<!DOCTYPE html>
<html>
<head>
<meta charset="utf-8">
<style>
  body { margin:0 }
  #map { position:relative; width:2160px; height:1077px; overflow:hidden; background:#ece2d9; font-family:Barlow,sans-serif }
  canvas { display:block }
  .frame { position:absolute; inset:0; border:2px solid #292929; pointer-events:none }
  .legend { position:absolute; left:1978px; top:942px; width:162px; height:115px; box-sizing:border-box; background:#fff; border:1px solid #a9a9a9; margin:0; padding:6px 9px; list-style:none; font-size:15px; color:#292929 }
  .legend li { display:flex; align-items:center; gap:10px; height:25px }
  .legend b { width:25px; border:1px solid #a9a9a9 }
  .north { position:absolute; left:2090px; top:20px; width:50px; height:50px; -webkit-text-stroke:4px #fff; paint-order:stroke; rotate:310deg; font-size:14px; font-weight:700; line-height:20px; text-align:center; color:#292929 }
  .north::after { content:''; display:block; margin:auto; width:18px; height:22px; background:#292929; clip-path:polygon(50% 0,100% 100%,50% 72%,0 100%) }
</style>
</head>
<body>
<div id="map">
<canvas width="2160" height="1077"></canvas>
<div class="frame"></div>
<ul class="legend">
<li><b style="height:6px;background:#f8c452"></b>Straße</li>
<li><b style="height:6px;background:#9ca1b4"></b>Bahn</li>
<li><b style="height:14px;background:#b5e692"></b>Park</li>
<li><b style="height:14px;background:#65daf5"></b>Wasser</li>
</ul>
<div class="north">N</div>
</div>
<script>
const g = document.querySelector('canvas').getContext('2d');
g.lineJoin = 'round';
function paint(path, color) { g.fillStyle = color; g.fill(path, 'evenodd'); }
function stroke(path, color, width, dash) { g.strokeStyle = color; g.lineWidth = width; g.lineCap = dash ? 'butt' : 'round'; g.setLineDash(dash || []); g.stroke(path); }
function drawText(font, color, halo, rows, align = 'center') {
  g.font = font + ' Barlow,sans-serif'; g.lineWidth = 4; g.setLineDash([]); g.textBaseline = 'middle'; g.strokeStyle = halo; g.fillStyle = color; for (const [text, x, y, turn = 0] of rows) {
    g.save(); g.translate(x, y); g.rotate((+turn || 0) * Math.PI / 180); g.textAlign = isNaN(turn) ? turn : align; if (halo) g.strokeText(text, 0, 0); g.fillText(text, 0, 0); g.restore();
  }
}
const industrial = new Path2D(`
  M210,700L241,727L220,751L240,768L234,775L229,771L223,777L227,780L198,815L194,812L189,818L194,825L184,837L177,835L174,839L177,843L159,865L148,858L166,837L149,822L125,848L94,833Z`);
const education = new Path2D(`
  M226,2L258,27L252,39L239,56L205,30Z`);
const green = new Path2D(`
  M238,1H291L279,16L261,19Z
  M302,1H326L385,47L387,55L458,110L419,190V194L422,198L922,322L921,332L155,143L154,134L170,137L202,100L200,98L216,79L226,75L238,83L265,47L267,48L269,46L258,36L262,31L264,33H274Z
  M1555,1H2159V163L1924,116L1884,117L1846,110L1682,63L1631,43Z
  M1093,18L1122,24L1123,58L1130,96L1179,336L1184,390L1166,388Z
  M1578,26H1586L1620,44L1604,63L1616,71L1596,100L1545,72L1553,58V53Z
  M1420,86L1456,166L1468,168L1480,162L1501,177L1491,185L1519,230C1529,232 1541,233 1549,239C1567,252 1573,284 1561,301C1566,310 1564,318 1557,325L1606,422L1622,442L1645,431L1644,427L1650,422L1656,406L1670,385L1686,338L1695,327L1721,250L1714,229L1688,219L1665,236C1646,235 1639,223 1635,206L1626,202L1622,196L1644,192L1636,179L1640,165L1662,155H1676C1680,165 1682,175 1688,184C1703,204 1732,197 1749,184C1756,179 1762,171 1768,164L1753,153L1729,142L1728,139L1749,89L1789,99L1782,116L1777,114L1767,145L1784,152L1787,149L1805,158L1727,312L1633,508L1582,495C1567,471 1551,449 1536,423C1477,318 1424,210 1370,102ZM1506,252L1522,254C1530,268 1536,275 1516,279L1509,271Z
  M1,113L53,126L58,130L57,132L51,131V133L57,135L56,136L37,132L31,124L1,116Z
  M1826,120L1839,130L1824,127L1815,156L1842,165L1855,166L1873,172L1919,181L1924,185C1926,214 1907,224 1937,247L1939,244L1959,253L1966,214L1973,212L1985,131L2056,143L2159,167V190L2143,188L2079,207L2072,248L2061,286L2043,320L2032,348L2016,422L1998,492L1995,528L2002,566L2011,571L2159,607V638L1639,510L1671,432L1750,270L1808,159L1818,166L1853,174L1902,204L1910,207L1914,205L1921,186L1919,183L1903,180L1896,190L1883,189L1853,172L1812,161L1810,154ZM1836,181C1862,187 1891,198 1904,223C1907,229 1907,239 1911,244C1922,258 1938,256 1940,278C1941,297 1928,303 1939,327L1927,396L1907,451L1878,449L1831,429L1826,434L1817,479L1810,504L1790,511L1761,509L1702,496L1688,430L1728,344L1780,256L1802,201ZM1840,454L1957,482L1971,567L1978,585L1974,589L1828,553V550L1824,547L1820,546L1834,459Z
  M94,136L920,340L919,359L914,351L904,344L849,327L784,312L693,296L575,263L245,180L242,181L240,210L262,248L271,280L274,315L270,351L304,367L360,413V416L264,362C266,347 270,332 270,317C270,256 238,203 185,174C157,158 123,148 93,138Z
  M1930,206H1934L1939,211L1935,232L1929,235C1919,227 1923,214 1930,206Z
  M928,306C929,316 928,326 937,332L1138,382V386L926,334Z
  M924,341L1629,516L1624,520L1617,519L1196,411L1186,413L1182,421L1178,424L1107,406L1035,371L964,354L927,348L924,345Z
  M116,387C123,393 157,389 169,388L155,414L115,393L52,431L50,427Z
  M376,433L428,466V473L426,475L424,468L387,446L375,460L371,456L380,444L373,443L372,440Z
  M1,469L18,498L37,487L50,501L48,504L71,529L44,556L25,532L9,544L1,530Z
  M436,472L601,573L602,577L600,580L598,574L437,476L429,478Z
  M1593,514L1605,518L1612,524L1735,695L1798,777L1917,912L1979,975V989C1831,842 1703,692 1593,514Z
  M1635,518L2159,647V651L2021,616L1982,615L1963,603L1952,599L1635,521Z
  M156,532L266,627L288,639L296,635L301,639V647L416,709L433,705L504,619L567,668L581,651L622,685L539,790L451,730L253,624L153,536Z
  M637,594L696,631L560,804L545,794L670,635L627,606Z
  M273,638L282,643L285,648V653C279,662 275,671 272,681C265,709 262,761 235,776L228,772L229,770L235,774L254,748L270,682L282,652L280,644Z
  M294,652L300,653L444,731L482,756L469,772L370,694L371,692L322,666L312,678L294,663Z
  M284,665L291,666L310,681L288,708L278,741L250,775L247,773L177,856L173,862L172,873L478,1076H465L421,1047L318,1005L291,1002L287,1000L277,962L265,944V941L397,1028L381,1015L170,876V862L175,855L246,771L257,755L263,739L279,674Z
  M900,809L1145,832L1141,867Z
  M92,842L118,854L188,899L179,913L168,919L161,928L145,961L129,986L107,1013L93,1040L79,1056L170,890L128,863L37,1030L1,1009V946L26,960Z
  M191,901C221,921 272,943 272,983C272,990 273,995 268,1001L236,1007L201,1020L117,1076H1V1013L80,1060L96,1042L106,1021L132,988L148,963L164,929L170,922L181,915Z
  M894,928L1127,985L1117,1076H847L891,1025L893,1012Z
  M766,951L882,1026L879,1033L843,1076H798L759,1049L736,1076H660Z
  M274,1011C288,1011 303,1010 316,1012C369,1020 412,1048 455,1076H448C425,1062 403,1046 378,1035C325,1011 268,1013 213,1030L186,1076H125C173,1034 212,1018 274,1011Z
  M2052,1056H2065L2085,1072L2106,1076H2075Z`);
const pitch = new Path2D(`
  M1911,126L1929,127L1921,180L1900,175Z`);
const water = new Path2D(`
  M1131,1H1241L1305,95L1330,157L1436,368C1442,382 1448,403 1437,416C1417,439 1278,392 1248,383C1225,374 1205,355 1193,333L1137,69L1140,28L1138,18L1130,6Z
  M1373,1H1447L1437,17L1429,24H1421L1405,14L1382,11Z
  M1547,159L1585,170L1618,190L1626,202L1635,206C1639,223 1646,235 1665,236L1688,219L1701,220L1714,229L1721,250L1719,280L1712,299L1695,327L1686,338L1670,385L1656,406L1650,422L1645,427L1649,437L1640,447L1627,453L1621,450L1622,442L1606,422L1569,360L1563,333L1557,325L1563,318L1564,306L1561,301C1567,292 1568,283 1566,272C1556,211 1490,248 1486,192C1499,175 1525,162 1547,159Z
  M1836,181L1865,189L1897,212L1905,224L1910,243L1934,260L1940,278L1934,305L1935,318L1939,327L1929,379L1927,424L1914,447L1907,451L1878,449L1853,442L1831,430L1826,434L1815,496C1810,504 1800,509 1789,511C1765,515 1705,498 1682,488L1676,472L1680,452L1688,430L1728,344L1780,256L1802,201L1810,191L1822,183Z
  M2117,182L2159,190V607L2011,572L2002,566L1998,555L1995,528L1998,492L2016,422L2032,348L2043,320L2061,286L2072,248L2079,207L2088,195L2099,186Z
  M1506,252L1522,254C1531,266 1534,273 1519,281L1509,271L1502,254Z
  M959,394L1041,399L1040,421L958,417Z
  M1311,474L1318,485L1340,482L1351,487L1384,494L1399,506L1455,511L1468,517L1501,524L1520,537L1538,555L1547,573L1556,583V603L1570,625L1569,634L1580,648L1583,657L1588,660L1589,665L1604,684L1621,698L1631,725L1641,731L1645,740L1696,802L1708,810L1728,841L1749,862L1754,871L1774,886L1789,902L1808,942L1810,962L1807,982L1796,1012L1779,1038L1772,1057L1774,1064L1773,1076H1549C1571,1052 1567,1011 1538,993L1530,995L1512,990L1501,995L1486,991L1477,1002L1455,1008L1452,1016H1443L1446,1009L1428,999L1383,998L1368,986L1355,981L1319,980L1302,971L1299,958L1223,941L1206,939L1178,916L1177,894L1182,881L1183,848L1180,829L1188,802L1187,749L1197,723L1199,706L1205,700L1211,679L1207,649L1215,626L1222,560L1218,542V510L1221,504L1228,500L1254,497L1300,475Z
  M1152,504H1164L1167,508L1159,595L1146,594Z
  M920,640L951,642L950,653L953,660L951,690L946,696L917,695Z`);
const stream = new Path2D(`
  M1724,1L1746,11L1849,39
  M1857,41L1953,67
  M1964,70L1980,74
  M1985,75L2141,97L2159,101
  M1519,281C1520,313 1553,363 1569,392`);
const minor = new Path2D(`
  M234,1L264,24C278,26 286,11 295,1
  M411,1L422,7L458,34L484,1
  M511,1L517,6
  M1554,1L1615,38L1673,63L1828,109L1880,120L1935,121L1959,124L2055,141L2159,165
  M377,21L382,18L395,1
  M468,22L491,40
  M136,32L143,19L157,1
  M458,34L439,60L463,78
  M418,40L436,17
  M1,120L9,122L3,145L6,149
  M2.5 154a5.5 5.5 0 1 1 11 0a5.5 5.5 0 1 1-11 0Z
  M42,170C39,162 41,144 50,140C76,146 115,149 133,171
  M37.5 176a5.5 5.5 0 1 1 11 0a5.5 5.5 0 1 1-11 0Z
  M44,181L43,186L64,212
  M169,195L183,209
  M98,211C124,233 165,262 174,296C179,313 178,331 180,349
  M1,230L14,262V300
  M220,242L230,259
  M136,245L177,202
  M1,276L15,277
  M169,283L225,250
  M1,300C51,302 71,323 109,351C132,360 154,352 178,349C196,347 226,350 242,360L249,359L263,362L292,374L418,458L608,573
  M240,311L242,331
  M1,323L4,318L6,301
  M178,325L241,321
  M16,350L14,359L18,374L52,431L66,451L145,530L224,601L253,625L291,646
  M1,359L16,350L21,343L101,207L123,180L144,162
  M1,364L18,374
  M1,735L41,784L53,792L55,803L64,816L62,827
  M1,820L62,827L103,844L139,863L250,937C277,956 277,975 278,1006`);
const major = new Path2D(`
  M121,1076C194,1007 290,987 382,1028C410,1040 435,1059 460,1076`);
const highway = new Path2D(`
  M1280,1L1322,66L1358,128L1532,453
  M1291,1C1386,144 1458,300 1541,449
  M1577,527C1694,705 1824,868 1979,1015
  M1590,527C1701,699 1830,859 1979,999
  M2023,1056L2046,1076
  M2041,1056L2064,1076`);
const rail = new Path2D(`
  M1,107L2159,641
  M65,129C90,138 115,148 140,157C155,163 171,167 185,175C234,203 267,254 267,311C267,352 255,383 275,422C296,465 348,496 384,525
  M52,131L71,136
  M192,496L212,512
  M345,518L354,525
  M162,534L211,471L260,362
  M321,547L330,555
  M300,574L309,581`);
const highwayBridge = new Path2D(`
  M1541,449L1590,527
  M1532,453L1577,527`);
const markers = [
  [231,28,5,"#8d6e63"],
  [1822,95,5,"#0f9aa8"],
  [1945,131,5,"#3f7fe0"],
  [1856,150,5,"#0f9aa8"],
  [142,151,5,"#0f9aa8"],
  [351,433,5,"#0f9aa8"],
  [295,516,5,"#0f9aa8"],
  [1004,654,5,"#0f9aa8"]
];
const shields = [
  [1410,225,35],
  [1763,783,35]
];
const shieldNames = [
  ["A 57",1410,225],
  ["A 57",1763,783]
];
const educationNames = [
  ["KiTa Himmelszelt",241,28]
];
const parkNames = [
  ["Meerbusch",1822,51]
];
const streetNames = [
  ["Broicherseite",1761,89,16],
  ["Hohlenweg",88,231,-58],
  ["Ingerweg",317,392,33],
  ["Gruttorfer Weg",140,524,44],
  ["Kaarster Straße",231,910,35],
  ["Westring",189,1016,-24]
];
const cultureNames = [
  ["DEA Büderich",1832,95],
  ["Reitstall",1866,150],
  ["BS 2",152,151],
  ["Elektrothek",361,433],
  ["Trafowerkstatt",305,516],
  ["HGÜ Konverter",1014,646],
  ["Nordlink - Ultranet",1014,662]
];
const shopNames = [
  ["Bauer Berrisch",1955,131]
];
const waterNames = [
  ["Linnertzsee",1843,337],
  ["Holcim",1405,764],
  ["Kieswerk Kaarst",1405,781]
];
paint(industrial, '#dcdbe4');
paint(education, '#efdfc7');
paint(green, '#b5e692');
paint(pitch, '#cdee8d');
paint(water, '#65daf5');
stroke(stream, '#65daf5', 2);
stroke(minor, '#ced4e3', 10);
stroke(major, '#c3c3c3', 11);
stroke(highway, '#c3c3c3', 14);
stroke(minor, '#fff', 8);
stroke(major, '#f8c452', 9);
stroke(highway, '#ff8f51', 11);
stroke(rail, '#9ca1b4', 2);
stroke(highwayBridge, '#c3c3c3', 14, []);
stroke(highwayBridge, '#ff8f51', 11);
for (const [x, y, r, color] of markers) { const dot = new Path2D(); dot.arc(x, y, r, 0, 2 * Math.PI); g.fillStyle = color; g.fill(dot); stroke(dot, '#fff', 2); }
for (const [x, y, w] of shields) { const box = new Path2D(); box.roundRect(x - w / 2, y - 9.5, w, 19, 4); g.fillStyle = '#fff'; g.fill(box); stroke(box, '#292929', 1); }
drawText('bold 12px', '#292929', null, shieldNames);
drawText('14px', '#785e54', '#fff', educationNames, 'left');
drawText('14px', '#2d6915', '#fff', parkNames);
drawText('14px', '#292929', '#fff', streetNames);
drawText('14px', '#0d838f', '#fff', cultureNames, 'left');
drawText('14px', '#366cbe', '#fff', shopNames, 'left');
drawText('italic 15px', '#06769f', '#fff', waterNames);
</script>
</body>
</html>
----------
Search the material above for the string "lineWidth". Show every line that holds it.

▸ **Task result**
function stroke(path, color, width, dash) { g.strokeStyle = color; g.lineWidth = width; g.lineCap = dash ? 'butt' : 'round'; g.setLineDash(dash || []); g.stroke(path); }
  g.font = font + ' Barlow,sans-serif'; g.lineWidth = 4; g.setLineDash([]); g.textBaseline = 'middle'; g.strokeStyle = halo; g.fillStyle = color; for (const [text, x, y, turn = 0] of rows) {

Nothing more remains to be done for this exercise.